• [GIVEN DATA]:
——————

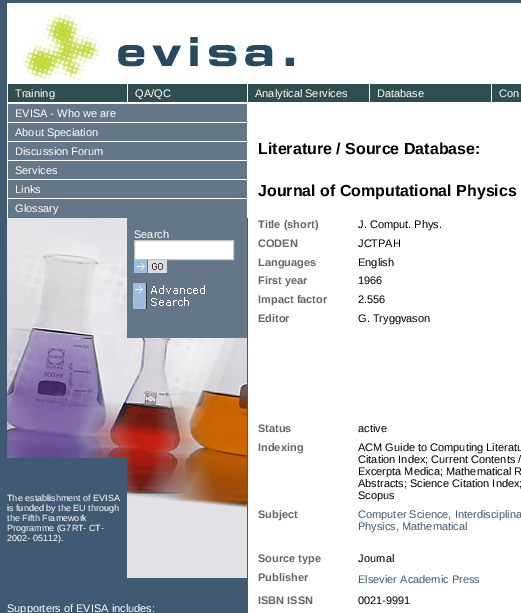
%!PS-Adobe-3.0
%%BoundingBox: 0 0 521 613
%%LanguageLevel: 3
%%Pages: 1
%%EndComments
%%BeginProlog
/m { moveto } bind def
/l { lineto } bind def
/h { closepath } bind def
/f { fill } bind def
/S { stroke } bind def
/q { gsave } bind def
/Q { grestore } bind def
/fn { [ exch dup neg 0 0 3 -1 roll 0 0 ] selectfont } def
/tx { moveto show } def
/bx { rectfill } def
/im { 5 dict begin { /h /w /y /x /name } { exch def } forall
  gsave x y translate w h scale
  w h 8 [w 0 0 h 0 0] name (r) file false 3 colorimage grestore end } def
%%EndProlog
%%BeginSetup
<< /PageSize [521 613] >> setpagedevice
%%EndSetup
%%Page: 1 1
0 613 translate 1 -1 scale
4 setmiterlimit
0.255 0.353 0.451 setrgbcolor
0 0 521 613 bx
1 setgray
7 3 514 80 bx
(image0.raw) 21 13 273 70 im
7 83 514 20 bx
0.184 0.31 0.31 setrgbcolor
8 84 119 18 bx
/LiberationSans-Regular 11 fn
1 setgray
(Training) 15 97 tx
0.184 0.31 0.31 setrgbcolor
128 84 119 18 bx
1 setgray
(QA/QC) 135 97 tx
0.184 0.31 0.31 setrgbcolor
248 84 121 18 bx
1 setgray
(Analytical Services) 255 97 tx
0.184 0.31 0.31 setrgbcolor
370 84 121 18 bx
1 setgray
(Database) 377 97 tx
0.184 0.31 0.31 setrgbcolor
492 84 29 18 bx
1 setgray
(Con) 499 97 tx
7 103 241 115 bx
0.392 0.467 0.533 setrgbcolor
8 104 239 18 bx
1 setgray
(EVISA - Who we are) 15 117 tx
0.392 0.467 0.533 setrgbcolor
8 123 239 18 bx
1 setgray
(About Speciation) 15 136 tx
0.392 0.467 0.533 setrgbcolor
8 142 239 18 bx
1 setgray
(Discussion Forum) 15 155 tx
0.392 0.467 0.533 setrgbcolor
8 161 239 18 bx
1 setgray
(Services) 15 174 tx
0.392 0.467 0.533 setrgbcolor
8 180 239 18 bx
1 setgray
(Links) 15 193 tx
0.392 0.467 0.533 setrgbcolor
8 199 239 19 bx
1 setgray
(Glossary) 15 212 tx
(image1.raw) 7 218 120 120 im
0.392 0.467 0.533 setrgbcolor
127 218 120 120 bx
1 setgray
(Search) 134 238 tx
134.5 240.5 m 233.5 240.5 l 233.5 259.5 l 134.5 259.5 l h q f Q
0.761 setgray
S
(image2.raw) 134 260 33 13 im
(image3.raw) 133 283 72 26 im
(image4.raw) 7 338 120 120 im
(image5.raw) 127 338 120 120 im
/LiberationSans-Regular 9 fn
1 setgray
(The establishment of EVISA) 7 501 tx
(is funded by the EU through) 7 511 tx
(the Fifth Framework) 7 521 tx
(Programme \(G7RT- CT-) 7 531 tx
(2002- 05112\).) 7 541 tx
(image6.raw) 127 458 120 120 im
/LiberationSans-Regular 11 fn
(Supporters of EVISA includes:) 7 612 tx
248 103 273 510 bx
/LiberationSans-Bold 16 fn
0 setgray
(Literature / Source Database:) 258 154 tx
(Journal of Computational Physics) 258 196 tx
/LiberationSans-Bold 11 fn
0.4 setgray
(Title \(short\)) 258 228 tx
/LiberationSans-Regular 11 fn
0 setgray
(J. Comput. Phys.) 358 228 tx
/LiberationSans-Bold 11 fn
0.4 setgray
(CODEN) 258 247 tx
/LiberationSans-Regular 11 fn
0 setgray
(JCTPAH) 358 247 tx
/LiberationSans-Bold 11 fn
0.4 setgray
(Languages) 258 266 tx
/LiberationSans-Regular 11 fn
0 setgray
(English) 358 266 tx
/LiberationSans-Bold 11 fn
0.4 setgray
(First year) 258 284 tx
/LiberationSans-Regular 11 fn
0 setgray
(1966) 358 284 tx
/LiberationSans-Bold 11 fn
0.4 setgray
(Impact factor) 258 303 tx
/LiberationSans-Regular 11 fn
0 setgray
(2.556) 358 303 tx
/LiberationSans-Bold 11 fn
0.4 setgray
(Editor) 258 322 tx
/LiberationSans-Regular 11 fn
0 setgray
(G. Tryggvason) 358 322 tx
/LiberationSans-Bold 11 fn
0.4 setgray
(Status) 258 432 tx
/LiberationSans-Regular 11 fn
0 setgray
(active) 358 432 tx
/LiberationSans-Bold 11 fn
0.4 setgray
(Indexing) 258 451 tx
/LiberationSans-Regular 11 fn
0 setgray
(ACM Guide to Computing Literatu) 358 451 tx
(Citation Index; Current Contents /) 358 463 tx
(Excerpta Medica; Mathematical R) 358 475 tx
(Abstracts; Science Citation Index;) 358 487 tx
(Scopus) 358 499 tx
/LiberationSans-Bold 11 fn
0.4 setgray
(Subject) 258 518 tx
/LiberationSans-Regular 11 fn
0.255 0.353 0.451 setrgbcolor
(Computer Science, Interdisciplina) 358 518 tx
(Physics, Mathematical) 358 530 tx
/LiberationSans-Bold 11 fn
0.4 setgray
(Source type) 258 562 tx
/LiberationSans-Regular 11 fn
0 setgray
(Journal) 358 562 tx
1 setgray
302 564 3 1 bx
/LiberationSans-Bold 11 fn
0.4 setgray
(Publisher) 258 581 tx
/LiberationSans-Regular 11 fn
0.255 0.353 0.451 setrgbcolor
(Elsevier Academic Press) 358 583 tx
/LiberationSans-Bold 11 fn
0.4 setgray
(ISBN ISSN) 258 604 tx
/LiberationSans-Regular 11 fn
0 setgray
(0021-9991) 358 604 tx
showpage
%%EOF
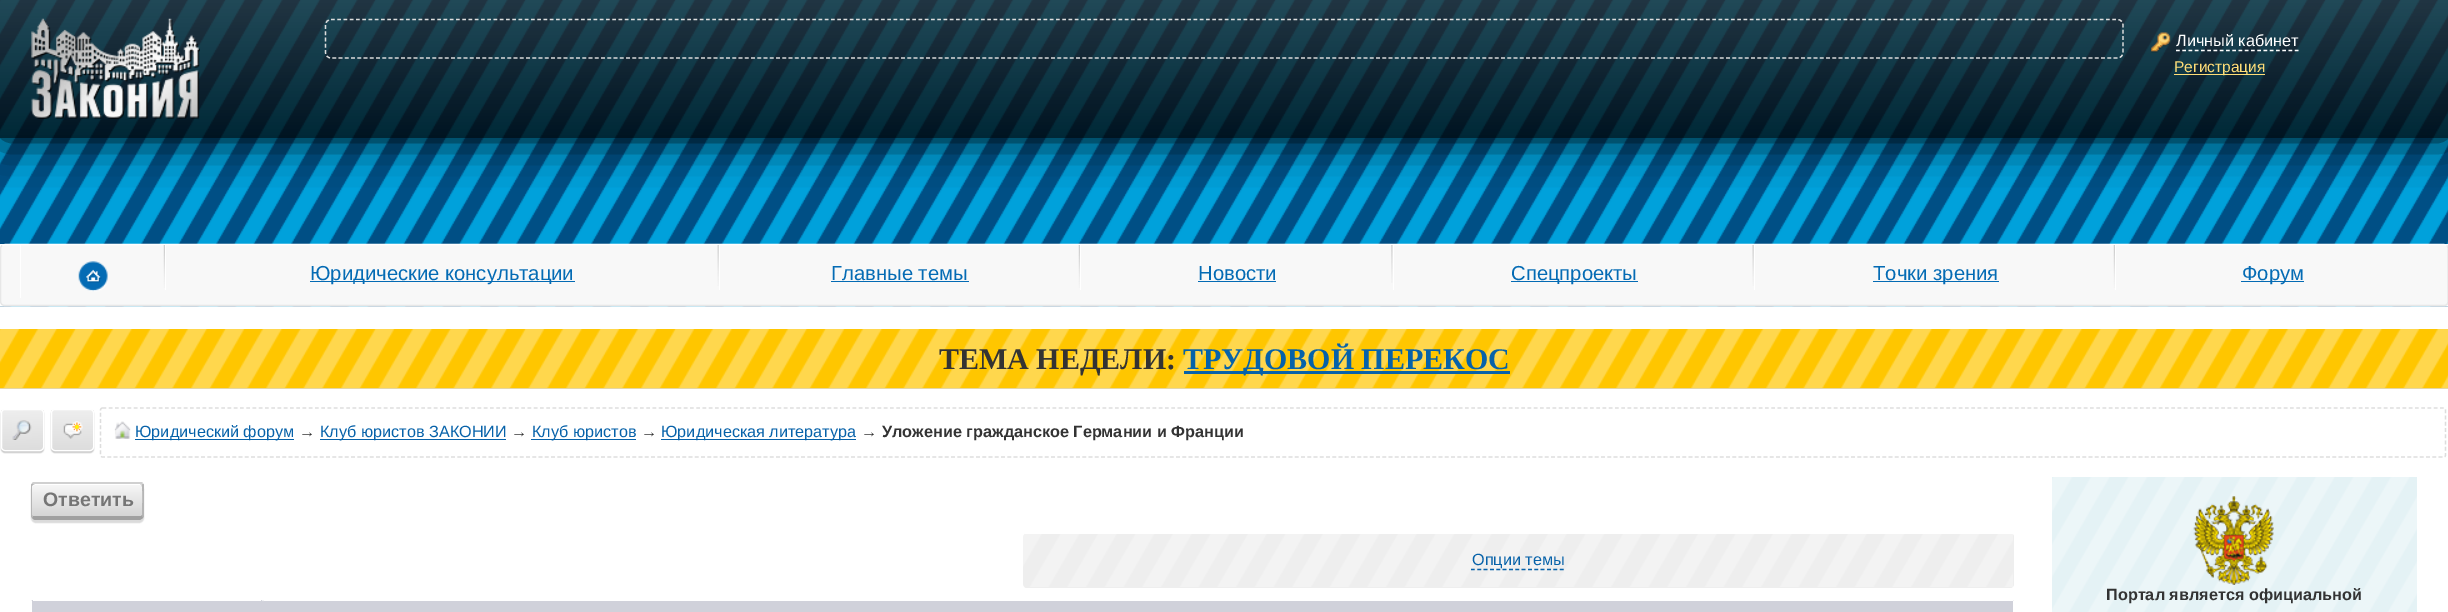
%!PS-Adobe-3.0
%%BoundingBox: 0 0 2448 612
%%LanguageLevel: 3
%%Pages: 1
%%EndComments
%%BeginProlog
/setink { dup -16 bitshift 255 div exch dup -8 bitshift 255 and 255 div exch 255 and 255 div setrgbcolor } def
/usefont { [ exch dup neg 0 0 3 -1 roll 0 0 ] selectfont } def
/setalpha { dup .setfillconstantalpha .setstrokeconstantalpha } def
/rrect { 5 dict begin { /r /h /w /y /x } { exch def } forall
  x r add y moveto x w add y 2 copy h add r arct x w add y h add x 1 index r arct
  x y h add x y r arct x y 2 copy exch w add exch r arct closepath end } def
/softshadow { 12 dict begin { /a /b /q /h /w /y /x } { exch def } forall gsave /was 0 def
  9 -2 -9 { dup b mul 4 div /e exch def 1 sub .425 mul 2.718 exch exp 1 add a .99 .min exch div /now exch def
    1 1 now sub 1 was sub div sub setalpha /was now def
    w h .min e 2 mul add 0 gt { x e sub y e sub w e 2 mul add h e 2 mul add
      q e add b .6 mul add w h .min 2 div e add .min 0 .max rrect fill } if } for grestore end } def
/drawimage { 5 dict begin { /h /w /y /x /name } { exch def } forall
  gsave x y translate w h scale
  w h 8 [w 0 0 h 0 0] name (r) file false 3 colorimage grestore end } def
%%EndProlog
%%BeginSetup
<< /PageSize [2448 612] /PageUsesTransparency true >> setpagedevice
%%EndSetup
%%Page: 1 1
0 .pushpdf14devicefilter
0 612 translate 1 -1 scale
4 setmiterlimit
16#FFFFFF setink
0 0 2448 612 rectfill
(img1.raw) 0 0 2448 307 drawimage
gsave
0 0 moveto 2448 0 lineto 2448 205 lineto 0 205 lineto closepath 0 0 moveto 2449 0 lineto 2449 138 lineto 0 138 lineto closepath eoclip newpath
16#000000 setink
0 0 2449 138 0 22 1 softshadow
grestore
0.75 setalpha
gsave 0 0 moveto 2448 0 lineto 2448 138 lineto 0 138 lineto closepath clip newpath
<< /ShadingType 2 /ColorSpace /DeviceRGB /Coords [1224 0 1224 138] /Extend [true true] /Function << /FunctionType 2 /Domain [0 1] /C0 [0.173 0.173 0.173] /C1 [0 0 0] /N 1 >> >> shfill grestore
1 setalpha
(img2.raw) 31 18 169 101 drawimage
16#DDDDDD setink
1.2 setlinewidth
[3.75 2.5] 0 setdash
331 19.5 moveto 2117.5 19.5 lineto 2120.5 19.5 2123 22 2123 25 curveto 2123 52.5 lineto 2123 55.5 2120.5 58 2117.5 58 curveto 331 58 lineto 328 58 325.5 55.5 325.5 52.5 curveto 325.5 25 lineto 325.5 22 328 19.5 331 19.5 curveto closepath stroke
(img3.raw) 2151 32 20 21 drawimage
/LiberationSans-Regular 16.25 usefont
16#FFFFFF setink
2176 46 moveto (Личный кабинет) show
2176 50.5 moveto 2299 50.5 lineto stroke
16#FFDD77 setink
2174 74 91 1 rectfill
/LiberationSans-Regular 15.5 usefont
2174 72 moveto (Регистрация) show
16#FFFFFF setink
0 244 2448 62 rectfill
16#F8F8F8 setink
0 244 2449 62 5 rrect fill
16#FFFFFF setink
[] 0 setdash
2 245.5 moveto 5 244.5 lineto 2444 244.5 lineto 2447 245.5 lineto stroke
16#E7E7E7 setink
2447 245.5 moveto 2447.5 246.5 2448 247.5 2448 249 curveto 2448 301 lineto 2448 302.5 2447.5 303.5 2447 304.5 curveto 2446 305 2445 305.5 2444 305.5 curveto 5 305.5 lineto 4 305.5 2.5 305 2 304.5 curveto 1 303.5 0.5 302.5 0.5 301 curveto 0.5 249 lineto 0.5 247.5 1 246.5 2 245.5 curveto stroke
(img4.raw) 163 245 2 43 drawimage
16#FFFFFF setink
20 245 1 53 rectfill
(img5.raw) 78 261 30 31 drawimage
(img6.raw) 717 245 2 41 drawimage
165 245 1 45 rectfill
16#046BB4 setink
310 281 265 1 rectfill
/LiberationSans-Regular 20.25 usefont
310 280 moveto (Юридические консультации) show
(img4.raw) 1078 245 2 43 drawimage
16#FFFFFF setink
719 245 1 45 rectfill
16#046BB4 setink
831 280 moveto (Главные темы) show
831 281 138 1 rectfill
(img7.raw) 1391 245 2 38 drawimage
16#FFFFFF setink
1080 245 1 45 rectfill
16#046BB4 setink
1198 280 moveto (Новости) show
1198 281 78 1 rectfill
(img8.raw) 1752 245 2 41 drawimage
16#FFFFFF setink
1393 245 1 45 rectfill
16#046BB4 setink
1511 281 127 1 rectfill
1511 280 moveto (Спецпроекты) show
(img4.raw) 2113 245 2 43 drawimage
16#FFFFFF setink
1754 245 1 45 rectfill
16#046BB4 setink
1873 281 126 1 rectfill
1873 280 moveto (Точки зрения) show
16#FFFFFF setink
2115 245 1 45 rectfill
16#046BB4 setink
2241 281 63 1 rectfill
2242 280 moveto (Форум) show
16#FFC600 setink
0 329 2448 59 rectfill
(img9.raw) 0 329 2448 59 drawimage
16#E4D6A5 setink
0 388 2448 1 rectfill
/LiberationSerif-Bold 30 usefont
16#333333 setink
939 369 moveto (ТЕМА НЕДЕЛИ:) show
16#0762A9 setink
1184 371 326 3 rectfill
1183 369 moveto (ТРУДОВОЙ ПЕРЕКОС) show
16#DDDDDD setink
[3.75 2.5] 0 setdash
102.5 408 moveto 2444 408 lineto 2445 408 2445.5 409 2445.5 410 curveto 2445.5 455 lineto 2445.5 456 2445 457 2444 457 curveto 102.5 457 lineto 101.5 457 100.5 456 100.5 455 curveto 100.5 410 lineto 100.5 409 101.5 408 102.5 408 curveto closepath stroke
16#CCCCCC setink
1 410 43 43 4 0.5 1 softshadow
gsave
1 409 43 42 4 rrect clip newpath
gsave 1 410 moveto 44 410 lineto 44 450 lineto 1 450 lineto closepath clip newpath
<< /ShadingType 2 /ColorSpace /DeviceRGB /Coords [22 410 23 450] /Extend [true true] /Function << /FunctionType 2 /Domain [0 1] /C0 [0.933 0.933 0.933] /C1 [0.867 0.867 0.867] /N 1 >> >> shfill grestore
grestore
16#FFFFFF setink
1 setlinewidth
[] 0 setdash
1.5 409.5 42 41 3.5 rrect stroke
(img10.raw) 12 420 20 20 drawimage
16#CCCCCC setink
51 410 43 43 4 0.5 1 softshadow
gsave
51 409 43 42 4 rrect clip newpath
gsave 51 410 moveto 94 410 lineto 94 450 lineto 51 450 lineto closepath clip newpath
<< /ShadingType 2 /ColorSpace /DeviceRGB /Coords [73 410 73 450] /Extend [true true] /Function << /FunctionType 2 /Domain [0 1] /C0 [0.933 0.933 0.933] /C1 [0.867 0.867 0.867] /N 1 >> >> shfill grestore
grestore
16#FFFFFF setink
51.5 409.5 42 41 3.5 rrect stroke
(img11.raw) 63 421 20 18 drawimage
(img12.raw) 114 421 17 18 drawimage
16#0762A9 setink
135 439 159 1 rectfill
/LiberationSans-Regular 16.25 usefont
135 437 moveto (Юридический форум) show
16#333333 setink
299 437 moveto (→) show
16#0762A9 setink
320 439 186 1 rectfill
320 437 moveto (Клуб юристов ЗАКОНИИ) show
16#333333 setink
511 437 moveto (→) show
16#0762A9 setink
531 439 105 1 rectfill
532 437 moveto (Клуб юристов) show
16#333333 setink
641 437 moveto (→) show
16#0762A9 setink
661 439 195 1 rectfill
661 437 moveto (Юридическая литература) show
16#333333 setink
861 437 moveto (→) show
/LiberationSans-Bold 16.25 usefont
882 437 moveto (Уложение гражданское Германии и Франции) show
16#DADADA setink
31 485 113 38 5 0.5 1 softshadow
gsave 35 484 moveto 140 484 lineto 141 484 142 485 142 486 curveto 142 515 lineto 142 516 141 516 139 516 curveto 36 516 lineto 34 516 32 516 32 515 curveto 32 486 lineto 32 485 34 484 35 484 curveto closepath clip newpath
<< /ShadingType 2 /ColorSpace /DeviceRGB /Coords [88 484 88 516] /Extend [true true] /Function << /FunctionType 2 /Domain [0 1] /C0 [0.969 0.969 0.969] /C1 [0.835 0.835 0.835] /N 1 >> >> shfill grestore
16#FFFFFF setink
35 485 moveto 140 485 lineto 141 485 142 486 142 488 curveto 142 516 lineto 142 515 lineto 142 486 lineto 142 485 141 484 140 484 curveto 35 484 lineto 34 484 32 485 32 486 curveto closepath fill
16#D0D0D0 setink
35 484 moveto 33 485 lineto 32 483 lineto 33 482 lineto 142 482 lineto 143 483 lineto 141 485 lineto 140 484 lineto closepath fill
16#B5B5B5 setink
144 516.5 moveto 143 518 lineto 142 515 lineto 142 510.5 143 486.5 141.5 485 curveto 143 483.5 lineto 144 484.5 lineto closepath fill
16#A0A0A0 setink
36 520 moveto 140 520 lineto 143 518 lineto 142 515 lineto 141 516 lineto 33 516 lineto 32 518 lineto 33 519 34 520 36 520 curveto closepath fill
16#B5B5B5 setink
31 484.5 moveto 32 483.5 lineto 33.5 484.5 lineto 32 486 lineto 32 515 lineto 32.5 515.5 lineto 32 518 lineto 31 516.5 lineto closepath fill
/LiberationSans-Bold 19.5 usefont
16#757575 setink
43 506 moveto (Ответить) show
16#EEEEEE setink
1023 533 991 55 4 rrect fill
(img13.raw) 1023 533 990 54 drawimage
16#FFFFFF setink
1025 533 988 1 rectfill
16#0762A9 setink
1.2 setlinewidth
[3.75 2.59] 0 setdash
1471 569.5 moveto 1564 569.5 lineto stroke
/LiberationSans-Regular 16.25 usefont
1472 565 moveto (Опции темы) show
16#D0D1DA setink
31 600 232 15 2.5 rrect fill
16#FFFFFF setink
33 600 228 1 rectfill
31 601 1 11 rectfill
16#D0D1DA setink
263 600 1751 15 2.5 rrect fill
[
    [264 600 1749 1 16#FFFFFF]
    [2013 601 1 11 16#FFFFFF]
    [2052 477 365 135 16#E4F2F5]
] { aload pop setink rectfill } forall
(img14.raw) 2052 477 365 135 drawimage
(img15.raw) 2193 496 81 89 drawimage
/LiberationSans-Bold 16.25 usefont
16#333333 setink
2106 600 moveto (Портал является официальной) show
.poppdf14devicefilter showpage
%%EOF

——————

• [AIM OF THE EXERCISE]: In the records, how many lines have the word "PageSize" in them? Only the number is needed.

• [RESPONSE FOR THIS EXERCISE]: 2